'Isbrük', de David Vicente
Por Ricardo Martínez Llorca
@rimllorca
Isbrük
David Vicente
Pre-textos
Valencia, 2017
143 páginas
La pregunta sigue sin ser respondida, ni en ensayo ni en ficción: ¿Cuál es el origen de la soledad? Las hipótesis son tantas como almas, incluso las hipótesis propias, cuando uno la padece, se multiplican con el mismo horror con el que se multiplicarían las imágenes en unos espejos enfrentados. Pero como en los espejos, lo que observamos es un reflejo. La consistencia de la realidad no es la que aparece en el azogue. La consistencia de la realidad, que David Vicente lleva al extremo para dar a conocer su proyecto sin concesiones, es la de la vida en la costa donde habitan pescadores de mar abierto. La soledad del pescador, pero por encima de ella la soledad de la mujer que aguarda sin la dicha de Penélope, sin aduladores y sin la creatividad suficiente como para inventarse un tapiz que tejer y destejer. En este caso, cuando la pareja se traslada a la figurada población de Isbrük, de condiciones climáticas espantosas, ya son lo bastante mayores como para poder reinventarse. Él encontrará allí su música, aunque sea la de los tifones y la respiración por las branquias. Ella, infértil, no ve otra forma de vida que no sea la soledad. Tan solo los tomates que deja secar, a imitación de su madre, mata alguno de sus minutos. La metáfora es contundente: para comer un producto con mucha agua, hay que dejarlo secar. Si a eso debe uno atenerse para sobrevivir en Isbrük, nada es más duro que la realidad.

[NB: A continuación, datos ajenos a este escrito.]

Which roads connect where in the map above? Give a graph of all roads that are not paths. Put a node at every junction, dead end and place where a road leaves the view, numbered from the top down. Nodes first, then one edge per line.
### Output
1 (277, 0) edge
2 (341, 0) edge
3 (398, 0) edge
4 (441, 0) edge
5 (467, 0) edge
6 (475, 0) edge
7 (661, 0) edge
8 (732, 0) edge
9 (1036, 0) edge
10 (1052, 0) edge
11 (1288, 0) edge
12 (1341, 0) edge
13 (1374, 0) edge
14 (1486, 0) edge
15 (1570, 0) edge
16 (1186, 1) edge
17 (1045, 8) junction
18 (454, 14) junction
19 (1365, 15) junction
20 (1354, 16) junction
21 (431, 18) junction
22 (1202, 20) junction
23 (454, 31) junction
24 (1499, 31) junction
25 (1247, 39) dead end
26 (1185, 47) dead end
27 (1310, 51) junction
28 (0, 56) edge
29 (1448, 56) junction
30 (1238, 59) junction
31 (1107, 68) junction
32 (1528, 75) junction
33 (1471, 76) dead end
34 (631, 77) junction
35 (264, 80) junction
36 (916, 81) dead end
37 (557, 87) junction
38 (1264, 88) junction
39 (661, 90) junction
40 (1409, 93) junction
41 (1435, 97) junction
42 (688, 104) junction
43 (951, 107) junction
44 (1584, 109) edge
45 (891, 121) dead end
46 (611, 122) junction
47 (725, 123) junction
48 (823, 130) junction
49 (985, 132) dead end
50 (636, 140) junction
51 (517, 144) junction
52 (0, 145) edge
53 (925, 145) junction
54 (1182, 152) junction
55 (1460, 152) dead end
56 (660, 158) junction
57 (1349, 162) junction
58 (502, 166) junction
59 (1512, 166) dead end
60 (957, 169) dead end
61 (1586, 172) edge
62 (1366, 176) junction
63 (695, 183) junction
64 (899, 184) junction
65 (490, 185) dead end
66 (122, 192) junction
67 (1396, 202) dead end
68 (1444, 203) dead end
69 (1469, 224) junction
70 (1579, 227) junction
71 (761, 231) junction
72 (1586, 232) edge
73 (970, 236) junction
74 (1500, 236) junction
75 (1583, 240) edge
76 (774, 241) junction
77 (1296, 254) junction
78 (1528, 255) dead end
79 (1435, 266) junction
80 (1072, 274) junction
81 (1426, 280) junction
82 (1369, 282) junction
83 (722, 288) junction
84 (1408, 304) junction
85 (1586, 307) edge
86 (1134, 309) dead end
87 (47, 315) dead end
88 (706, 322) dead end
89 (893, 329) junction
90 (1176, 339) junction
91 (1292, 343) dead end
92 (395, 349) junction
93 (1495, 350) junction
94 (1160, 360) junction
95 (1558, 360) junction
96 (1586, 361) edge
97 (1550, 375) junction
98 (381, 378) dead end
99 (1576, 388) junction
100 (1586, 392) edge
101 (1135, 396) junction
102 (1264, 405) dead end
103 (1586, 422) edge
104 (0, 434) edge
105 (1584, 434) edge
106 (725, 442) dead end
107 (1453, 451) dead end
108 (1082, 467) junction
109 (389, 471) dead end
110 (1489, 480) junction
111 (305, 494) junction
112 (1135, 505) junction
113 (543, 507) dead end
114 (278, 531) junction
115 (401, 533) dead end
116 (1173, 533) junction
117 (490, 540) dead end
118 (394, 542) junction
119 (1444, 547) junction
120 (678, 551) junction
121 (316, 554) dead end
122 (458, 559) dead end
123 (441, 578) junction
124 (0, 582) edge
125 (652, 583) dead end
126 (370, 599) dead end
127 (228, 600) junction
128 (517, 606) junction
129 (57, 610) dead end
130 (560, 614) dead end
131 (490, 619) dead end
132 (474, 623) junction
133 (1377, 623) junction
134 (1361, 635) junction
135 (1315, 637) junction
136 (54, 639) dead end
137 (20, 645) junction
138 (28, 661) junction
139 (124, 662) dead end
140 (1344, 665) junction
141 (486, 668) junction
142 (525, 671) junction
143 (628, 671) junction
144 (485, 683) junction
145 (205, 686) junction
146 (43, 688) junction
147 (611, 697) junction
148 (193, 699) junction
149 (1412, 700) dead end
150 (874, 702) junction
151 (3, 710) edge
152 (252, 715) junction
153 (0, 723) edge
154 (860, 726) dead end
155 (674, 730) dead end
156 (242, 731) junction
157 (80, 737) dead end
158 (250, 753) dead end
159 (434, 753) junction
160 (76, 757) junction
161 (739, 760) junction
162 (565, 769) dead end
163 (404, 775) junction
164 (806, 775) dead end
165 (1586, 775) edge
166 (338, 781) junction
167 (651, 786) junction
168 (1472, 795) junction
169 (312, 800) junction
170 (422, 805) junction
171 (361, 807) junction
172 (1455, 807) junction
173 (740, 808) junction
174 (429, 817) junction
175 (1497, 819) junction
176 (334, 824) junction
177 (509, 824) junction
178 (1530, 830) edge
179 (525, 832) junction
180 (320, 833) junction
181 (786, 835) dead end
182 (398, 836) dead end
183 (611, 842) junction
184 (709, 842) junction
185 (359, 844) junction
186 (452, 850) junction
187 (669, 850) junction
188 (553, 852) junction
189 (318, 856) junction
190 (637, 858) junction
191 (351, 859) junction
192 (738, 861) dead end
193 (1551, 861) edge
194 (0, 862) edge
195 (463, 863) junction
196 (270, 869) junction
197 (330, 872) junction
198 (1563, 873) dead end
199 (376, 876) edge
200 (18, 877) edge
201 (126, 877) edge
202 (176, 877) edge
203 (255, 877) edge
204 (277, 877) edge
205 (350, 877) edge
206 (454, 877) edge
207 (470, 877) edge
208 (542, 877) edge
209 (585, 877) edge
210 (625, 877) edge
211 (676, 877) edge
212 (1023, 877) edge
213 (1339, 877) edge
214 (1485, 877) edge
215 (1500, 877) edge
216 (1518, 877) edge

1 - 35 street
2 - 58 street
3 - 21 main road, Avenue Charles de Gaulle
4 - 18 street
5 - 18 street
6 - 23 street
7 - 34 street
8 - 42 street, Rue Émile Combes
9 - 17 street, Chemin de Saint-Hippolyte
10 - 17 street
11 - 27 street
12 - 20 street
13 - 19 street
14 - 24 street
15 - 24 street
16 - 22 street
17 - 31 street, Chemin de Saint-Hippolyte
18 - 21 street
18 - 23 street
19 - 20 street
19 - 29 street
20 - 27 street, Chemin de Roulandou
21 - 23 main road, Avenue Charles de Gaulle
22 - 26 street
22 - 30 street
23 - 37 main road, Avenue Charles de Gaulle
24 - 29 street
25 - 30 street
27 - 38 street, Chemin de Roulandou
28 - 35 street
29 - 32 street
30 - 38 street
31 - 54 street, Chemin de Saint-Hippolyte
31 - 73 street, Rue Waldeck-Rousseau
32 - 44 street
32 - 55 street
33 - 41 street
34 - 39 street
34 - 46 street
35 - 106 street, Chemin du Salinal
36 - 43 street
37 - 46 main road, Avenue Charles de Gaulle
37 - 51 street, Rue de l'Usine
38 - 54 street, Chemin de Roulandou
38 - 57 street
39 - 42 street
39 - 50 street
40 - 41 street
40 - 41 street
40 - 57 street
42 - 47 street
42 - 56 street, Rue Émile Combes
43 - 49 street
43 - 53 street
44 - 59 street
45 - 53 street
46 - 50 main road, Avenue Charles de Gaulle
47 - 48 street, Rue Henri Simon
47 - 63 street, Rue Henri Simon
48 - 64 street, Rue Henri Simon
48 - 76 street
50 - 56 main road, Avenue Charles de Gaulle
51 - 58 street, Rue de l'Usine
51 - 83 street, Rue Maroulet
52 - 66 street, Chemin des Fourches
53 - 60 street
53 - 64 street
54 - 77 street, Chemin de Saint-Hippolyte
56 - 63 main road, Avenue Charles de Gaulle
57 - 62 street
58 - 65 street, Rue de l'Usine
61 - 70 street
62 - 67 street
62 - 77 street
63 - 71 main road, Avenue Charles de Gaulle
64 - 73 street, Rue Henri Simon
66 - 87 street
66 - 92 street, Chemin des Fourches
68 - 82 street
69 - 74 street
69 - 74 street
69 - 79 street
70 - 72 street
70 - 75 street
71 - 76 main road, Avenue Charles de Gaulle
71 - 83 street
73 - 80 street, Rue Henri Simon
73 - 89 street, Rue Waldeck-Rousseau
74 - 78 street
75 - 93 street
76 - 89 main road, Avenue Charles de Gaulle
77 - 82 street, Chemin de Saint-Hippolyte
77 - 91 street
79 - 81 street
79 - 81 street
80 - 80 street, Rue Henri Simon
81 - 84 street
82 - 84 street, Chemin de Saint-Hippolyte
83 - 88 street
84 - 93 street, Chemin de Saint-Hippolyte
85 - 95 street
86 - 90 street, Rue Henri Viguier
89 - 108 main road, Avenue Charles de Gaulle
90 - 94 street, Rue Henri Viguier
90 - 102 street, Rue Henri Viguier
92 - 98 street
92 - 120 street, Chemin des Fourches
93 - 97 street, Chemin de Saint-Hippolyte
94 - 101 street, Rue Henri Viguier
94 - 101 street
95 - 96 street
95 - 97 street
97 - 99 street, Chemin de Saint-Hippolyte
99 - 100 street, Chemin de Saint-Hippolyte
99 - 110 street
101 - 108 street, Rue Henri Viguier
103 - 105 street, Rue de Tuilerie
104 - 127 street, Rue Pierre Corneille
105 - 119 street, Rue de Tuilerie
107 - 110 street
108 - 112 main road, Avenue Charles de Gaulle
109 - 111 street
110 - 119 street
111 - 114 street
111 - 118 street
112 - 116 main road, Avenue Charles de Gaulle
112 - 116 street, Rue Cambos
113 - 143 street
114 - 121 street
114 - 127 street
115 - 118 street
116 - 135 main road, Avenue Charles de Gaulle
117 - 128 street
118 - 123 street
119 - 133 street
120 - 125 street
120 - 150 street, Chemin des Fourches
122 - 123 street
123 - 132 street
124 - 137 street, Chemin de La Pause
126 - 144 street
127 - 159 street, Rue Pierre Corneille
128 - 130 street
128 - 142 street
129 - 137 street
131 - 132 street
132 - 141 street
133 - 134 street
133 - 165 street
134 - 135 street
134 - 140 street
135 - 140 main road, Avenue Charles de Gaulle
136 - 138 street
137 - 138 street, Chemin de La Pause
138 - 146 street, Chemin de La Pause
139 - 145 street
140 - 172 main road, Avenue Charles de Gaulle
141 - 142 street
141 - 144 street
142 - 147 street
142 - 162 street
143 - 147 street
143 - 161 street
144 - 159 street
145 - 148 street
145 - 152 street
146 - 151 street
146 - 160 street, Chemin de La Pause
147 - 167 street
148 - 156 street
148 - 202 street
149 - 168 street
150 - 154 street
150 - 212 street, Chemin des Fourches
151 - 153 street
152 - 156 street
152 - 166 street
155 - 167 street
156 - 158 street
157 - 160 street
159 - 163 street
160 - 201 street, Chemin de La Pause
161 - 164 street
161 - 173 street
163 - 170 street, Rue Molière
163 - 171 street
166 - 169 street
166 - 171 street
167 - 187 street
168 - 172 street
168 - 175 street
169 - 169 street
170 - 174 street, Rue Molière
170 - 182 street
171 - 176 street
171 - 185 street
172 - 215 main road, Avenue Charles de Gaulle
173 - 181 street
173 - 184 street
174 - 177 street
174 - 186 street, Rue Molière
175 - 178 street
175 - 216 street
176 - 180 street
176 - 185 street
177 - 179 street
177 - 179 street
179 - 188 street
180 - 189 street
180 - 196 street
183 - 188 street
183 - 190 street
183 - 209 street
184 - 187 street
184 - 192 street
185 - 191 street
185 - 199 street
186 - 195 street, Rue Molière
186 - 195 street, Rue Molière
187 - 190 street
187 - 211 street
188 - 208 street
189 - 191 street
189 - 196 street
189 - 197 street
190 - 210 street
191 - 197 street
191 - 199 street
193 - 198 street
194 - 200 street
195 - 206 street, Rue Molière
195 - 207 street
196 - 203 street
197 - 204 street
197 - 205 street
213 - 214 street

De ahí que la voz de ella, que ocupa la mayor parte de la novela, sea de aliento corto y dislocada. Sobre una idea, fluye el pensamiento de forma centrípeta. Sabe que los suicidios son casi norma en Isbrük, un lugar del que ha huido la gente, pero que a ellos, por una razón que se nos escapa, como se nos escapan las razones de los personajes de Kafka, les debería servir de refugio. Pese a que ello signifique despedirse de su única hija, que decide quedarse estudiando en la ciudad.
Ella piensa en él como un hombre pez, y considera que ha mutado. Un don que ella no posee. Él, de hecho, desaparece la mayor parte de los días, y la hija finge no tener padre. Como una ráfaga lírica, aparece otro hombre con quien mantiene una relación de segundos. Y él fallece en el mar, mientras que ella es la que queda enterrada en vida. A partir de aquí, David Vicente nos permite apuntar a conjeturas, no a certezas, con párrafos del cuaderno de notas de Andreas, el pescador, el marido. Nos descubre qué tipo de sensibilidad le caracteriza y si existe o no un impulso autodestructivo. Nos habla sobre la posibilidad de enamorarse por piedad, en casos extremos. Y de la fe en el amor para curar cualquier cosa. Pero no es cierto que el amor pueda más que otros sentimientos. La brutalidad se impone, como se impone el miedo.
Una novela breve debería ser una novela redonda. Sin embargo, Isbrük es fragmentada. Pero circular. Los fantasmas terminarán por regresar a su origen.